* _GIVEN DATA_

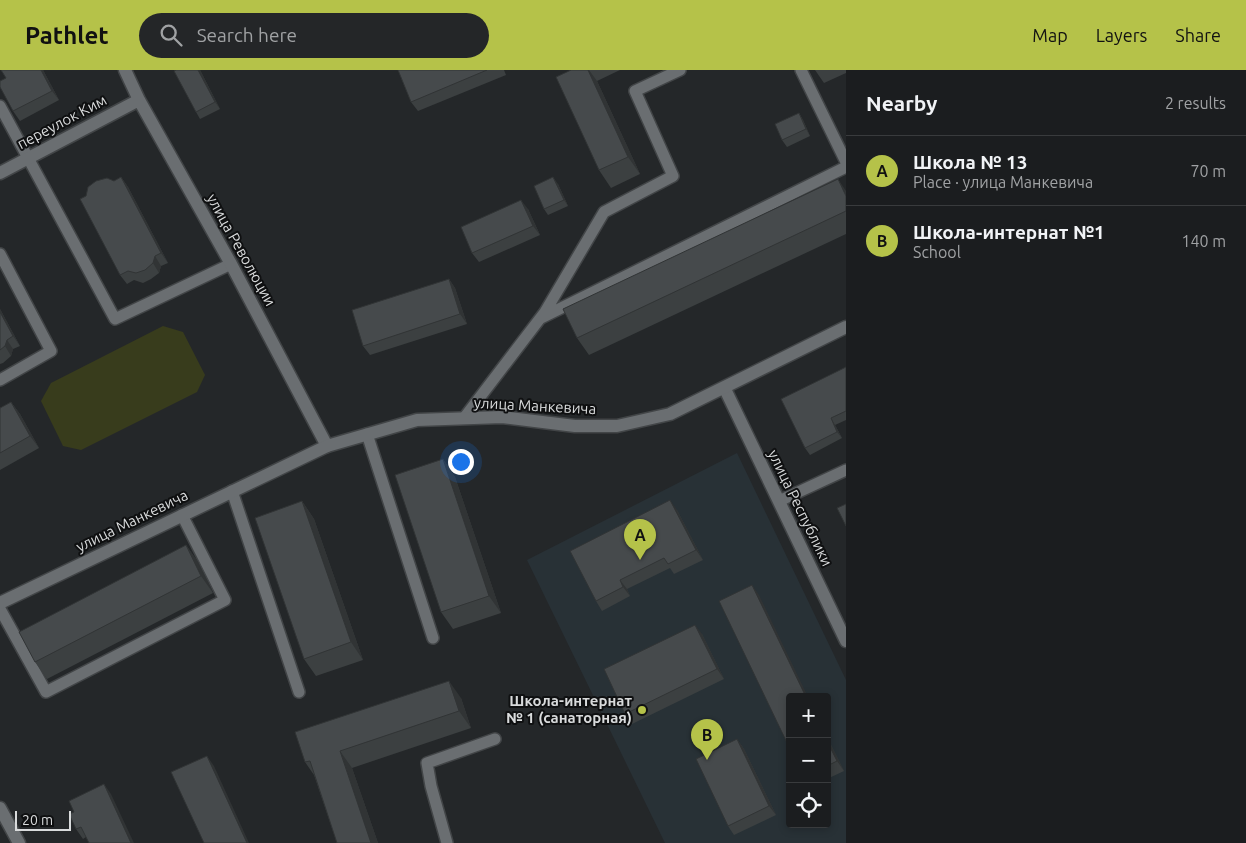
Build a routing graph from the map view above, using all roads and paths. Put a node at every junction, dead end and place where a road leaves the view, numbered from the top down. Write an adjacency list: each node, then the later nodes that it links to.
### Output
1 (125, 70): 4 (street, улица Революции)
2 (680, 70): 12 (lane)
3 (801, 70): 7 (lane)
4 (139, 100): 6 (street, переулок Ким); 11 (street, улица Революции)
5 (0, 106): 6 (lane)
6 (30, 158): 9 (street, переулок Ким); 11 (lane)
7 (846, 162)
8 (846, 168): 12 (lane)
9 (0, 173)
10 (0, 254): 14 (lane)
11 (231, 264): 18 (street, улица Революции)
12 (539, 319): 16 (lane)
13 (846, 327): 15 (street, улица Манкевича)
14 (0, 380)
15 (725, 389): 16 (street, улица Манкевича); 21 (street, улица Республики)
16 (464, 418): 17 (street, улица Манкевича)
17 (367, 434): 18 (street, улица Манкевича); 25 (lane)
18 (327, 446): 20 (street, улица Манкевича)
19 (846, 470): 21 (lane)
20 (232, 491): 22 (street, улица Манкевича); 27 (lane)
21 (779, 501): 26 (street, улица Республики)
22 (182, 515): 23 (street, улица Манкевича); 24 (lane)
23 (0, 603)
24 (0, 609)
25 (433, 638)
26 (846, 641)
27 (299, 692)
28 (495, 739): 31 (lane)
29 (0, 808): 30 (street)
30 (19, 843)
31 (447, 843)

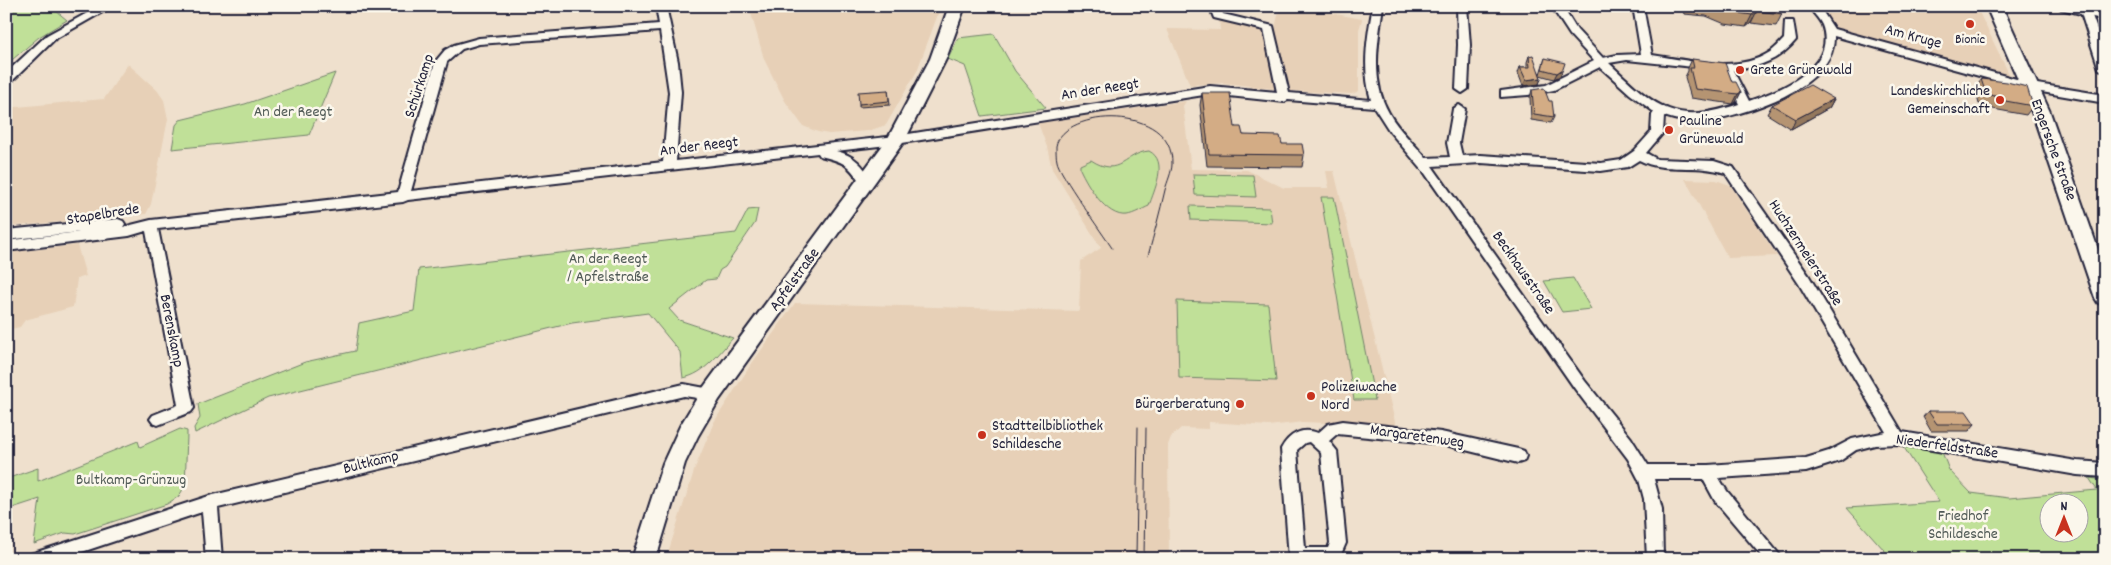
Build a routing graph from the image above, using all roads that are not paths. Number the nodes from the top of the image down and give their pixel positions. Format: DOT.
graph roads {
  1 [pos="108,6"];
  2 [pos="661,6"];
  3 [pos="957,6"];
  4 [pos="1214,6"];
  5 [pos="1378,6"];
  6 [pos="1462,6"];
  7 [pos="1556,6"];
  8 [pos="1638,6"];
  9 [pos="1813,6"];
  10 [pos="1994,6"];
  11 [pos="2067,6"];
  12 [pos="2085,10"];
  13 [pos="2105,15"];
  14 [pos="1789,23"];
  15 [pos="666,27"];
  16 [pos="1829,31"];
  17 [pos="1647,57"];
  18 [pos="1602,60"];
  19 [pos="1726,66"];
  20 [pos="2105,69"];
  21 [pos="6,80"];
  22 [pos="2030,86"];
  23 [pos="1462,89"];
  24 [pos="1505,94"];
  25 [pos="1284,98"];
  26 [pos="2105,99"];
  27 [pos="1378,104"];
  28 [pos="1749,106"];
  29 [pos="1460,109"];
  30 [pos="1662,110"];
  31 [pos="896,140"];
  32 [pos="804,151"];
  33 [pos="1638,154"];
  34 [pos="1457,159"];
  35 [pos="1424,162"];
  36 [pos="669,167"];
  37 [pos="866,182"];
  38 [pos="402,198"];
  39 [pos="151,225"];
  40 [pos="6,235"];
  41 [pos="6,246"];
  42 [pos="2105,298"];
  43 [pos="711,394"];
  44 [pos="158,420"];
  45 [pos="1897,438"];
  46 [pos="1320,440"];
  47 [pos="1518,456"];
  48 [pos="2105,470"];
  49 [pos="1643,472"];
  50 [pos="1708,472"];
  51 [pos="209,503"];
  52 [pos="1297,557"];
  53 [pos="37,559"];
  54 [pos="214,559"];
  55 [pos="644,559"];
  56 [pos="1655,559"];
  57 [pos="1775,559"];
  1 -- 21 [label="street"];
  2 -- 15 [label="street"];
  3 -- 31 [label="street, Apfelstraße"];
  4 -- 25 [label="street"];
  5 -- 27 [label="street, Beckhausstraße"];
  6 -- 23 [label="street"];
  7 -- 18 [label="street"];
  8 -- 17 [label="street"];
  9 -- 16 [label="street"];
  10 -- 22 [label="street, Engersche Straße"];
  11 -- 12 [label="street"];
  12 -- 13 [label="street"];
  12 -- 20 [label="street"];
  14 -- 19 [label="street"];
  15 -- 36 [label="street"];
  15 -- 38 [label="street, Schürkamp"];
  16 -- 22 [label="street, Am Kruge"];
  16 -- 28 [label="street"];
  17 -- 18 [label="street"];
  17 -- 19 [label="street"];
  18 -- 24 [label="street"];
  18 -- 30 [label="street"];
  19 -- 28 [label="street"];
  22 -- 26 [label="street, Am Kruge"];
  22 -- 42 [label="street, Engersche Straße"];
  25 -- 27 [label="street, An der Reegt"];
  25 -- 31 [label="street, An der Reegt"];
  27 -- 35 [label="street, Beckhausstraße"];
  28 -- 30 [label="street"];
  29 -- 34 [label="street"];
  30 -- 33 [label="street"];
  31 -- 32 [label="street, An der Reegt"];
  31 -- 37 [label="street, Apfelstraße"];
  32 -- 36 [label="street, An der Reegt"];
  32 -- 37 [label="street, An der Reegt"];
  33 -- 34 [label="street"];
  33 -- 45 [label="street, Huchzermeierstraße"];
  34 -- 35 [label="street"];
  35 -- 49 [label="street, Beckhausstraße"];
  36 -- 38 [label="street, An der Reegt"];
  37 -- 43 [label="street, Apfelstraße"];
  38 -- 39 [label="street, An der Reegt"];
  39 -- 40 [label="street, Stapelbrede"];
  39 -- 41 [label="street, Stapelbrede"];
  39 -- 44 [label="street, Berenskamp"];
  43 -- 51 [label="street, Bultkamp"];
  43 -- 55 [label="street, Apfelstraße"];
  45 -- 48 [label="street, Niederfeldstraße"];
  45 -- 50 [label="street, Niederfeldstraße"];
  46 -- 47 [label="street, Margaretenweg"];
  46 -- 52 [label="street"];
  46 -- 52 [label="street"];
  49 -- 50 [label="street, Niederfeldstraße"];
  49 -- 56 [label="street, Beckhausstraße"];
  50 -- 57 [label="street"];
  51 -- 53 [label="street, Bultkamp"];
  51 -- 54 [label="street"];
}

* _INSTRUCTIONS FOR THE TASK_
Word for word, return the entries above, but without any pictures.

* _RESPONSE BOX_
Build a routing graph from the map view above, using all roads and paths. Put a node at every junction, dead end and place where a road leaves the view, numbered from the top down. Write an adjacency list: each node, then the later nodes that it links to.
### Output
1 (125, 70): 4 (street, улица Революции)
2 (680, 70): 12 (lane)
3 (801, 70): 7 (lane)
4 (139, 100): 6 (street, переулок Ким); 11 (street, улица Революции)
5 (0, 106): 6 (lane)
6 (30, 158): 9 (street, переулок Ким); 11 (lane)
7 (846, 162)
8 (846, 168): 12 (lane)
9 (0, 173)
10 (0, 254): 14 (lane)
11 (231, 264): 18 (street, улица Революции)
12 (539, 319): 16 (lane)
13 (846, 327): 15 (street, улица Манкевича)
14 (0, 380)
15 (725, 389): 16 (street, улица Манкевича); 21 (street, улица Республики)
16 (464, 418): 17 (street, улица Манкевича)
17 (367, 434): 18 (street, улица Манкевича); 25 (lane)
18 (327, 446): 20 (street, улица Манкевича)
19 (846, 470): 21 (lane)
20 (232, 491): 22 (street, улица Манкевича); 27 (lane)
21 (779, 501): 26 (street, улица Республики)
22 (182, 515): 23 (street, улица Манкевича); 24 (lane)
23 (0, 603)
24 (0, 609)
25 (433, 638)
26 (846, 641)
27 (299, 692)
28 (495, 739): 31 (lane)
29 (0, 808): 30 (street)
30 (19, 843)
31 (447, 843)

Build a routing graph from the image above, using all roads that are not paths. Number the nodes from the top of the image down and give their pixel positions. Format: DOT.
graph roads {
  1 [pos="108,6"];
  2 [pos="661,6"];
  3 [pos="957,6"];
  4 [pos="1214,6"];
  5 [pos="1378,6"];
  6 [pos="1462,6"];
  7 [pos="1556,6"];
  8 [pos="1638,6"];
  9 [pos="1813,6"];
  10 [pos="1994,6"];
  11 [pos="2067,6"];
  12 [pos="2085,10"];
  13 [pos="2105,15"];
  14 [pos="1789,23"];
  15 [pos="666,27"];
  16 [pos="1829,31"];
  17 [pos="1647,57"];
  18 [pos="1602,60"];
  19 [pos="1726,66"];
  20 [pos="2105,69"];
  21 [pos="6,80"];
  22 [pos="2030,86"];
  23 [pos="1462,89"];
  24 [pos="1505,94"];
  25 [pos="1284,98"];
  26 [pos="2105,99"];
  27 [pos="1378,104"];
  28 [pos="1749,106"];
  29 [pos="1460,109"];
  30 [pos="1662,110"];
  31 [pos="896,140"];
  32 [pos="804,151"];
  33 [pos="1638,154"];
  34 [pos="1457,159"];
  35 [pos="1424,162"];
  36 [pos="669,167"];
  37 [pos="866,182"];
  38 [pos="402,198"];
  39 [pos="151,225"];
  40 [pos="6,235"];
  41 [pos="6,246"];
  42 [pos="2105,298"];
  43 [pos="711,394"];
  44 [pos="158,420"];
  45 [pos="1897,438"];
  46 [pos="1320,440"];
  47 [pos="1518,456"];
  48 [pos="2105,470"];
  49 [pos="1643,472"];
  50 [pos="1708,472"];
  51 [pos="209,503"];
  52 [pos="1297,557"];
  53 [pos="37,559"];
  54 [pos="214,559"];
  55 [pos="644,559"];
  56 [pos="1655,559"];
  57 [pos="1775,559"];
  1 -- 21 [label="street"];
  2 -- 15 [label="street"];
  3 -- 31 [label="street, Apfelstraße"];
  4 -- 25 [label="street"];
  5 -- 27 [label="street, Beckhausstraße"];
  6 -- 23 [label="street"];
  7 -- 18 [label="street"];
  8 -- 17 [label="street"];
  9 -- 16 [label="street"];
  10 -- 22 [label="street, Engersche Straße"];
  11 -- 12 [label="street"];
  12 -- 13 [label="street"];
  12 -- 20 [label="street"];
  14 -- 19 [label="street"];
  15 -- 36 [label="street"];
  15 -- 38 [label="street, Schürkamp"];
  16 -- 22 [label="street, Am Kruge"];
  16 -- 28 [label="street"];
  17 -- 18 [label="street"];
  17 -- 19 [label="street"];
  18 -- 24 [label="street"];
  18 -- 30 [label="street"];
  19 -- 28 [label="street"];
  22 -- 26 [label="street, Am Kruge"];
  22 -- 42 [label="street, Engersche Straße"];
  25 -- 27 [label="street, An der Reegt"];
  25 -- 31 [label="street, An der Reegt"];
  27 -- 35 [label="street, Beckhausstraße"];
  28 -- 30 [label="street"];
  29 -- 34 [label="street"];
  30 -- 33 [label="street"];
  31 -- 32 [label="street, An der Reegt"];
  31 -- 37 [label="street, Apfelstraße"];
  32 -- 36 [label="street, An der Reegt"];
  32 -- 37 [label="street, An der Reegt"];
  33 -- 34 [label="street"];
  33 -- 45 [label="street, Huchzermeierstraße"];
  34 -- 35 [label="street"];
  35 -- 49 [label="street, Beckhausstraße"];
  36 -- 38 [label="street, An der Reegt"];
  37 -- 43 [label="street, Apfelstraße"];
  38 -- 39 [label="street, An der Reegt"];
  39 -- 40 [label="street, Stapelbrede"];
  39 -- 41 [label="street, Stapelbrede"];
  39 -- 44 [label="street, Berenskamp"];
  43 -- 51 [label="street, Bultkamp"];
  43 -- 55 [label="street, Apfelstraße"];
  45 -- 48 [label="street, Niederfeldstraße"];
  45 -- 50 [label="street, Niederfeldstraße"];
  46 -- 47 [label="street, Margaretenweg"];
  46 -- 52 [label="street"];
  46 -- 52 [label="street"];
  49 -- 50 [label="street, Niederfeldstraße"];
  49 -- 56 [label="street, Beckhausstraße"];
  50 -- 57 [label="street"];
  51 -- 53 [label="street, Bultkamp"];
  51 -- 54 [label="street"];
}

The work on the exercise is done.